DATASET CONTENT START

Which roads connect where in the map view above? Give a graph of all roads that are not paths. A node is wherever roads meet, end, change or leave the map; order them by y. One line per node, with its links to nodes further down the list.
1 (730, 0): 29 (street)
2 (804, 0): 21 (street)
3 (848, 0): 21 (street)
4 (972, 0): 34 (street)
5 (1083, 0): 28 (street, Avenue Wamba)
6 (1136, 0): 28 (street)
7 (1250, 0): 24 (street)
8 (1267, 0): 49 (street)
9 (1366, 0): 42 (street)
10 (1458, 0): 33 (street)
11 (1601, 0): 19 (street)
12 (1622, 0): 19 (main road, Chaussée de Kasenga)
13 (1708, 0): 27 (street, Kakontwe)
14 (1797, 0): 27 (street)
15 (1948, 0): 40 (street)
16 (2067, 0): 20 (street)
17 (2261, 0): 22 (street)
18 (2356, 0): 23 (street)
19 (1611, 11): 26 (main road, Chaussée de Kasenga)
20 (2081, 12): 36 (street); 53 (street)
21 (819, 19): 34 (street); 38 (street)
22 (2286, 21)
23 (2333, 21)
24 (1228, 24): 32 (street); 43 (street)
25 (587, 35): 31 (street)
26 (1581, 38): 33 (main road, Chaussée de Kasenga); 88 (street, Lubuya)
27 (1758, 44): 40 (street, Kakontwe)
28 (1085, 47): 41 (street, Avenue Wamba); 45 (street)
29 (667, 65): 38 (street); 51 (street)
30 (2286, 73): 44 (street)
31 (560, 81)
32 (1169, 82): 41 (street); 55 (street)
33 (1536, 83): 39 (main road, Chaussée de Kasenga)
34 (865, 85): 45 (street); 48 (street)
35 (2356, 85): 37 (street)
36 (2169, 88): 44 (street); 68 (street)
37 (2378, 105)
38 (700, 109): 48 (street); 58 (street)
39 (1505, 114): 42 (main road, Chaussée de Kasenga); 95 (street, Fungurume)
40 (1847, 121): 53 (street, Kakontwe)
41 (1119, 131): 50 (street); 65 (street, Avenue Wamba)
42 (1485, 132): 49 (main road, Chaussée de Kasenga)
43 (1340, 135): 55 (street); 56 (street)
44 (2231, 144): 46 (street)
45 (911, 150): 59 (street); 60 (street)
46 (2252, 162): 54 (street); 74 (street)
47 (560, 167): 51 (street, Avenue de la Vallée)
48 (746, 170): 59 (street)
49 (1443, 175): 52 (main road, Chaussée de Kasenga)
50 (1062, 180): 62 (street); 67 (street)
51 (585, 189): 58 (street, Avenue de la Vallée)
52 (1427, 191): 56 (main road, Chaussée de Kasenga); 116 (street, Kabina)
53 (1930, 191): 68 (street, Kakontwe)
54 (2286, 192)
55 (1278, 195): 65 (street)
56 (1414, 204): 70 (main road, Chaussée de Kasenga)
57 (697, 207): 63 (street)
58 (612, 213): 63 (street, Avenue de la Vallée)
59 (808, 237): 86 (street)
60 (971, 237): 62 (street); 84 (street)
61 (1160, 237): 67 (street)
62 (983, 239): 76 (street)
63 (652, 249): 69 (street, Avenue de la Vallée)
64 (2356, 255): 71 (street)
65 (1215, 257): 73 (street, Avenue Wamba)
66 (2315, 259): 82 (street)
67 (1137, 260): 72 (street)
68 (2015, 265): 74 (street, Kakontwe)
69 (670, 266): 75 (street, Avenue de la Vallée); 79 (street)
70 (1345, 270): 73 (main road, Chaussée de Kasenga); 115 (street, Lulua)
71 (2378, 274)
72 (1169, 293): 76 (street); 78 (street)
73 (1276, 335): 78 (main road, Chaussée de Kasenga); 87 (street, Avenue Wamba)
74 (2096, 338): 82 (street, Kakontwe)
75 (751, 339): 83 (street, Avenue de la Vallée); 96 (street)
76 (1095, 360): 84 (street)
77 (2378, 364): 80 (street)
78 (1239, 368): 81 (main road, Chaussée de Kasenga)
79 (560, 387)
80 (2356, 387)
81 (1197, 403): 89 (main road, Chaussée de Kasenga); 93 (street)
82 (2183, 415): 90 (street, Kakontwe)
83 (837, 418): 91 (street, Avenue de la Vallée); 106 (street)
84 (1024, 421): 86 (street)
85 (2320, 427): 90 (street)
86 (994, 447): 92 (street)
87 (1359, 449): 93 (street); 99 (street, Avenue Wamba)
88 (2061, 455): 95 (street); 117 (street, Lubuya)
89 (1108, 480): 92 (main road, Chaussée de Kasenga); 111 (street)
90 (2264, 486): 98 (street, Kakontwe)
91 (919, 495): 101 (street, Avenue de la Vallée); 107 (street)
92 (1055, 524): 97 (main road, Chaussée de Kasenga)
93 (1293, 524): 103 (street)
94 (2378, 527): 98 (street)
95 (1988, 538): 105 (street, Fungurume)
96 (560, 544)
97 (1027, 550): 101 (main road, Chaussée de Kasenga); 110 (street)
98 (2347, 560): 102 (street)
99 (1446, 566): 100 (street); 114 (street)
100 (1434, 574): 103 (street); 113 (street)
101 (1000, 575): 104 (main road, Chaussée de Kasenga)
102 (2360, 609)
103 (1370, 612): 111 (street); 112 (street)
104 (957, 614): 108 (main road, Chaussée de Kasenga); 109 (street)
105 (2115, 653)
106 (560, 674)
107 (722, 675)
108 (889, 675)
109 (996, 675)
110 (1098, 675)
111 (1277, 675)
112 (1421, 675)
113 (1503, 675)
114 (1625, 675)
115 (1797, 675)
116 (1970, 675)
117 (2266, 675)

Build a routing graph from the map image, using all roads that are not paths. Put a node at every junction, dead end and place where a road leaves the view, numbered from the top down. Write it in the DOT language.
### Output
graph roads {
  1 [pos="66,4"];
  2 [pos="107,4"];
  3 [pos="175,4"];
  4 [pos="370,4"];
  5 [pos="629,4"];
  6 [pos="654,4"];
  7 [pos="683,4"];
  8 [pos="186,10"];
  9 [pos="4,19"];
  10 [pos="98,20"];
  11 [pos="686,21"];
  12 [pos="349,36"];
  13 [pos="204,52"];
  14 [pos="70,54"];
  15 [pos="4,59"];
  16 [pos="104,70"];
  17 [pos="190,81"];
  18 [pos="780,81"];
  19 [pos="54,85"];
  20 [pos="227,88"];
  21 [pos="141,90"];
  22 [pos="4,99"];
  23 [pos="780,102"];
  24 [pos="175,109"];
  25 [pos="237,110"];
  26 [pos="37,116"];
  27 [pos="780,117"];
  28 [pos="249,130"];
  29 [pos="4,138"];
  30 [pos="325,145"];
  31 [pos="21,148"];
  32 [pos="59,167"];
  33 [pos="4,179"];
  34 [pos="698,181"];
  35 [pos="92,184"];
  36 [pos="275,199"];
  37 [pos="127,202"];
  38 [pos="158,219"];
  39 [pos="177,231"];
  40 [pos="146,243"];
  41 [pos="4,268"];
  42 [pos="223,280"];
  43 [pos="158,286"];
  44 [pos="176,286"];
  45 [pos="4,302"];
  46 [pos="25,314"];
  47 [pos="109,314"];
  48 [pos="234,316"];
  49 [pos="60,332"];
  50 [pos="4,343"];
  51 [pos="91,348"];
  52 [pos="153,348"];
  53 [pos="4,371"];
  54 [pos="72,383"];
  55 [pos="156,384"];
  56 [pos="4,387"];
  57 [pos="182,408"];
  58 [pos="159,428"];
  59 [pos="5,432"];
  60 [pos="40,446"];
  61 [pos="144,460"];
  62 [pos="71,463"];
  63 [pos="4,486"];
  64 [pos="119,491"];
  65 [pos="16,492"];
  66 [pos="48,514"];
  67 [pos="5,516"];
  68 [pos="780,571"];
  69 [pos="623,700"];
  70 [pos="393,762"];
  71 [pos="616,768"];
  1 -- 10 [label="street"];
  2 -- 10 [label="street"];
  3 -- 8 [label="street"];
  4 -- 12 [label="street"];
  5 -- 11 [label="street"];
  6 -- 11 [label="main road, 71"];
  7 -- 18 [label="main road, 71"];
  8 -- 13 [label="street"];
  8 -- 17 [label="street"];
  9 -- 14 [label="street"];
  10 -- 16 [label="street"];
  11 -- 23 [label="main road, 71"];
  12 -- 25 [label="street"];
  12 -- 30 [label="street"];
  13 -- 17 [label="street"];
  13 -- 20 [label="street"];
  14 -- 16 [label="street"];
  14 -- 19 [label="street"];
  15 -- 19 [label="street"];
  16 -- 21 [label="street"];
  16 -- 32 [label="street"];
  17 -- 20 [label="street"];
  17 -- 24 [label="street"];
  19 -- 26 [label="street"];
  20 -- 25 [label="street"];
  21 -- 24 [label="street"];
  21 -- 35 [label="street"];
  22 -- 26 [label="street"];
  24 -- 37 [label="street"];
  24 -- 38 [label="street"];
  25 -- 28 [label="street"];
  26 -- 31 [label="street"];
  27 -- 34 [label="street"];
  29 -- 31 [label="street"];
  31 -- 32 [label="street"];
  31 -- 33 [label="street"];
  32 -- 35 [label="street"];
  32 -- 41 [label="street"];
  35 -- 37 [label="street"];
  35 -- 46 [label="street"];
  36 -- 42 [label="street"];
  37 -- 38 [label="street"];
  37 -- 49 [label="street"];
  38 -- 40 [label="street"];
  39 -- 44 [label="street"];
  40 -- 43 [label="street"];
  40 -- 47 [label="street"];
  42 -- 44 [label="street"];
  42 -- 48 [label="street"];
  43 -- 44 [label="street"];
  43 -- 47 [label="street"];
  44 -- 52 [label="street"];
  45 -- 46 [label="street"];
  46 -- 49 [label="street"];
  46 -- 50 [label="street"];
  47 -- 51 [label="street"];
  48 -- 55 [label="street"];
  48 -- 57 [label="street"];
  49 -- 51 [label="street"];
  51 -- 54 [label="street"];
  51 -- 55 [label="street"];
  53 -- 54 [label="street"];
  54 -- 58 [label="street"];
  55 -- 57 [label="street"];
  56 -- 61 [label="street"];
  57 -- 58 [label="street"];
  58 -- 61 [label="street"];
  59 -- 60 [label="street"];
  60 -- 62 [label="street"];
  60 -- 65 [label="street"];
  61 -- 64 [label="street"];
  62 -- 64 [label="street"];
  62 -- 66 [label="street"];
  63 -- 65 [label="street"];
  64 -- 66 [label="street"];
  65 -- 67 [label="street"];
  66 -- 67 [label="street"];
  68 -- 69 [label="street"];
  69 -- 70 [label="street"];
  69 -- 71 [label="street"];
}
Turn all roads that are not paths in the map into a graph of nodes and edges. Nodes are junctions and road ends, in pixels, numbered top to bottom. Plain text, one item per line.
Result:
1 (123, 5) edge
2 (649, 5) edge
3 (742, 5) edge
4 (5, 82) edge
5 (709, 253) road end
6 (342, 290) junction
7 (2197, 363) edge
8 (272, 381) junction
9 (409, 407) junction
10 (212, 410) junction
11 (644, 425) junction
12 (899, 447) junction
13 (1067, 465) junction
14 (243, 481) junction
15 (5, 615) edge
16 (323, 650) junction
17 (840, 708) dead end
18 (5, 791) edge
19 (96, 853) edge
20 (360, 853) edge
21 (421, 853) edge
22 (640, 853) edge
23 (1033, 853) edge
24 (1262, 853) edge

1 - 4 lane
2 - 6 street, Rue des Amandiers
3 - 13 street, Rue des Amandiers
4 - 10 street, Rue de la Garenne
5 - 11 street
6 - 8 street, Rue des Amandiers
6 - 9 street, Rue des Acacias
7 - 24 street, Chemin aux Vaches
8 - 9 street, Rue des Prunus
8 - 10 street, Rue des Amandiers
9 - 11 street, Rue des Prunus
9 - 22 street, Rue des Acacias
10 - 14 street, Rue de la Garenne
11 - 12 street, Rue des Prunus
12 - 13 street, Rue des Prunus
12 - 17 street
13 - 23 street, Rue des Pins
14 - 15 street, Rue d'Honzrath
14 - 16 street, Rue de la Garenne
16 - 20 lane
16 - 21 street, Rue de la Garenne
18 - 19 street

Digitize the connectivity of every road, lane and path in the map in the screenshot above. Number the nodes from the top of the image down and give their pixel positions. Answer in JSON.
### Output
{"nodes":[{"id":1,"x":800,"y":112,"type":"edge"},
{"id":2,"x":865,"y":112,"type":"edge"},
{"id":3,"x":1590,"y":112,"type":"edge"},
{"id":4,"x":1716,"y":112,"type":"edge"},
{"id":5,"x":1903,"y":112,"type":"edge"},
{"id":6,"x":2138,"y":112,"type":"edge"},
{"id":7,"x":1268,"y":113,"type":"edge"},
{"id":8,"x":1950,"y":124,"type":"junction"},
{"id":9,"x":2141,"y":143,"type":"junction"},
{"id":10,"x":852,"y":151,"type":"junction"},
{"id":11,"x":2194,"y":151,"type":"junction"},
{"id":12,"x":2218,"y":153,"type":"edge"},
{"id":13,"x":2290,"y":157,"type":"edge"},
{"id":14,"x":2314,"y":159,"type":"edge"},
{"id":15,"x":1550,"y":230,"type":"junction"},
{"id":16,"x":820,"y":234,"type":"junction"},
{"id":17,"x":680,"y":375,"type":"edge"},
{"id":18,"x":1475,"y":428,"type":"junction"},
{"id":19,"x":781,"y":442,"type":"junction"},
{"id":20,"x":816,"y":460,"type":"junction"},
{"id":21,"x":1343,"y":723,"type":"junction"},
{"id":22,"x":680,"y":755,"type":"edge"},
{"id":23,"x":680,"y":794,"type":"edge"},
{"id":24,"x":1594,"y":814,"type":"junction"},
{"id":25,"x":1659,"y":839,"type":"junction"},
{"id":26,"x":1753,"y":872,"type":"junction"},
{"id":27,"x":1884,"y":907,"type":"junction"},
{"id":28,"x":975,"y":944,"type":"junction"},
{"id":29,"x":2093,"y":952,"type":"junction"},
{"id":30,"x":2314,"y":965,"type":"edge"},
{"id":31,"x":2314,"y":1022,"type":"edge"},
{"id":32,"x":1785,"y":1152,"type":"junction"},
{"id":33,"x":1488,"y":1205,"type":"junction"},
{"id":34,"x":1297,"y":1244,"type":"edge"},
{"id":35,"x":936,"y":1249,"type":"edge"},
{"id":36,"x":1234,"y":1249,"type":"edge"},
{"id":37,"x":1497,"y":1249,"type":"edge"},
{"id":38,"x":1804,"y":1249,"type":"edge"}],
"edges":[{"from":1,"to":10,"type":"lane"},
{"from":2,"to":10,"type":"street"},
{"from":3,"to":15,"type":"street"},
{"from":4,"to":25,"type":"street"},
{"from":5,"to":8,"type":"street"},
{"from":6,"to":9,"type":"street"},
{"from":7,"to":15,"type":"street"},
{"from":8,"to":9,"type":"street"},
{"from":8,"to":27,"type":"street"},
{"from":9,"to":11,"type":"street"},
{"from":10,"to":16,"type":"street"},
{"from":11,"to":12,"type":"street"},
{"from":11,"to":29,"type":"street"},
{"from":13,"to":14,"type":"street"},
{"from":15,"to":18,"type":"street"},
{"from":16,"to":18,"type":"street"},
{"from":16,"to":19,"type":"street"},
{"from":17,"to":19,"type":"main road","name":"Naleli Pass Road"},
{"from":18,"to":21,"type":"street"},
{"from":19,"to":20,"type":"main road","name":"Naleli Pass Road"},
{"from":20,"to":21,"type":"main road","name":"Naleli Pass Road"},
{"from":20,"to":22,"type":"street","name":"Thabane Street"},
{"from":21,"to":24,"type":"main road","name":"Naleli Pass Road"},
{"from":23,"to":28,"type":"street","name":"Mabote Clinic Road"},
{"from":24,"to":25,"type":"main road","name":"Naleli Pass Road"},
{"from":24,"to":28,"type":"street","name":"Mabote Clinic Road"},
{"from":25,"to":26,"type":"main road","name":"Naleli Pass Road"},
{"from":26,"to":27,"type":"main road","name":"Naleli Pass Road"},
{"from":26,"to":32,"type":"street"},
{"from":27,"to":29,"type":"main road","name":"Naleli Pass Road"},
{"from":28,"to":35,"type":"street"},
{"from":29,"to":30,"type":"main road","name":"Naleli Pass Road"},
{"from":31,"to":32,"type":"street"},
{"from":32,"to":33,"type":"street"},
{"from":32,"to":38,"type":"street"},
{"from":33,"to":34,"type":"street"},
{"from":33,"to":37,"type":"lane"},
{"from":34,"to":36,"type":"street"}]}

DATASET CONTENT END

◆ **INSTRUCTIONS FOR THE TASK**: Above are records; say how many of their lines contain the word "that", giving only the number.

◆ **REPLY**: 3